* _TASK TO CARRY OUT_
Each entry below should be written out exactly as it is, with no pictures.

= = = =

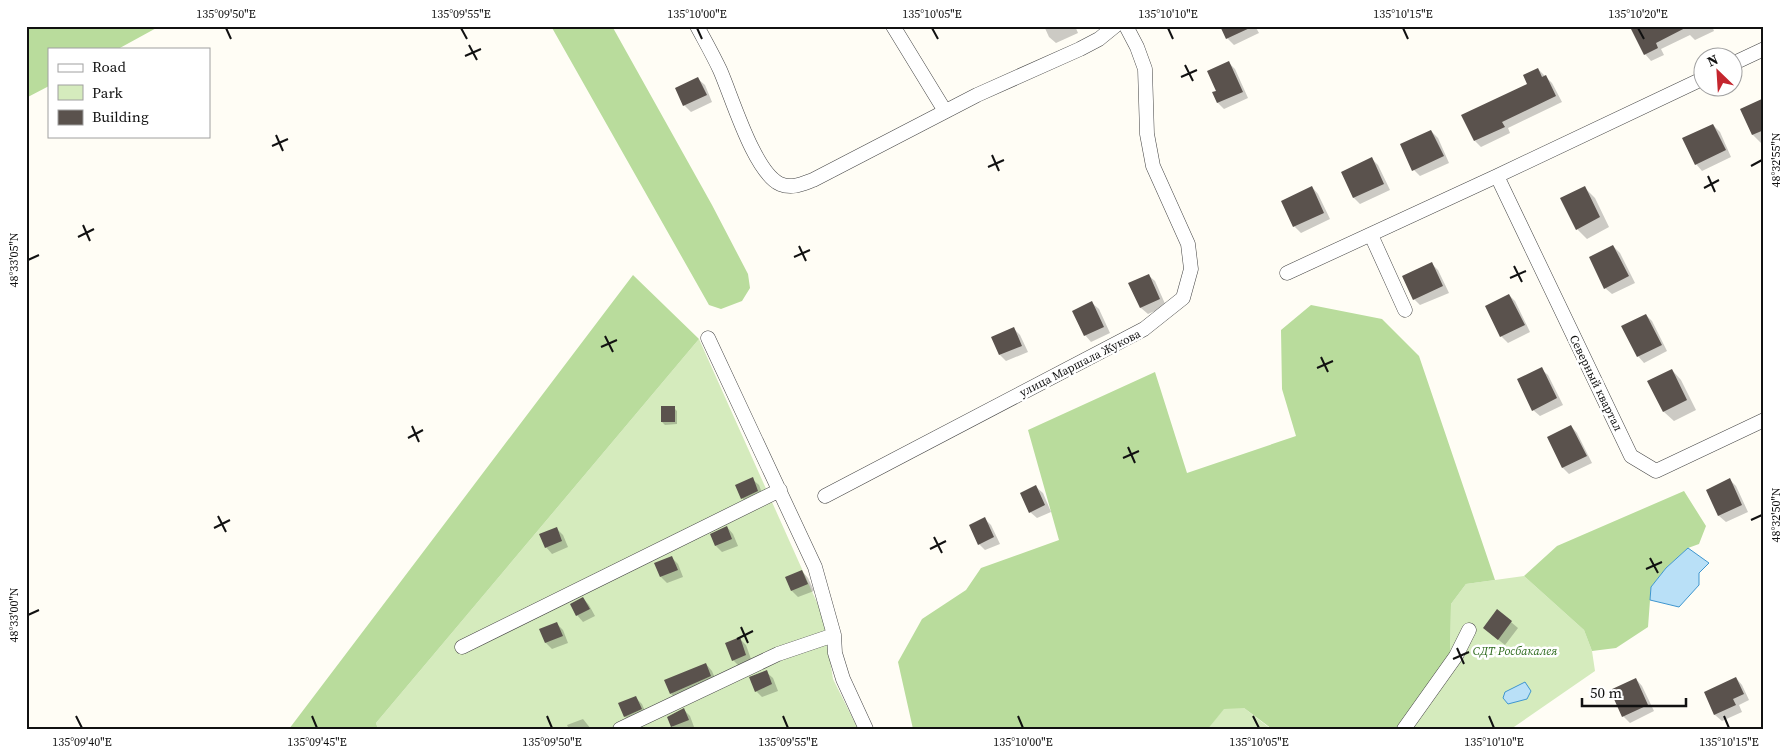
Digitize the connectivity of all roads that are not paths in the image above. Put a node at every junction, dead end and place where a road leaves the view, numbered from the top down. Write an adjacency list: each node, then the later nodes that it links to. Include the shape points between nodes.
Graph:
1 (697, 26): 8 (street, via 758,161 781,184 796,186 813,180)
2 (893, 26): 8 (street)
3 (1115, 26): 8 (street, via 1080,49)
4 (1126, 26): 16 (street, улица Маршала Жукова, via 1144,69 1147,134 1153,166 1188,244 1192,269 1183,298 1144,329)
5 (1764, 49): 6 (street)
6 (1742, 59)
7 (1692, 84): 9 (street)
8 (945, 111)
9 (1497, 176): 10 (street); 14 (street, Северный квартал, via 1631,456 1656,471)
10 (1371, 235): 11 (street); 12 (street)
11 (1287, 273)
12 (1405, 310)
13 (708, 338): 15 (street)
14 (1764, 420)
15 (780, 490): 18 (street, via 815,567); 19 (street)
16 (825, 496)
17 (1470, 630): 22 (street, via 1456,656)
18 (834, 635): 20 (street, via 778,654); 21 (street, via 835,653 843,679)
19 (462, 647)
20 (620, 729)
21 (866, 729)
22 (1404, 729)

= = = =

* _TASK OUTPUT_
Digitize the connectivity of all roads that are not paths in the image above. Put a node at every junction, dead end and place where a road leaves the view, numbered from the top down. Write an adjacency list: each node, then the later nodes that it links to. Include the shape points between nodes.
Graph:
1 (697, 26): 8 (street, via 758,161 781,184 796,186 813,180)
2 (893, 26): 8 (street)
3 (1115, 26): 8 (street, via 1080,49)
4 (1126, 26): 16 (street, улица Маршала Жукова, via 1144,69 1147,134 1153,166 1188,244 1192,269 1183,298 1144,329)
5 (1764, 49): 6 (street)
6 (1742, 59)
7 (1692, 84): 9 (street)
8 (945, 111)
9 (1497, 176): 10 (street); 14 (street, Северный квартал, via 1631,456 1656,471)
10 (1371, 235): 11 (street); 12 (street)
11 (1287, 273)
12 (1405, 310)
13 (708, 338): 15 (street)
14 (1764, 420)
15 (780, 490): 18 (street, via 815,567); 19 (street)
16 (825, 496)
17 (1470, 630): 22 (street, via 1456,656)
18 (834, 635): 20 (street, via 778,654); 21 (street, via 835,653 843,679)
19 (462, 647)
20 (620, 729)
21 (866, 729)
22 (1404, 729)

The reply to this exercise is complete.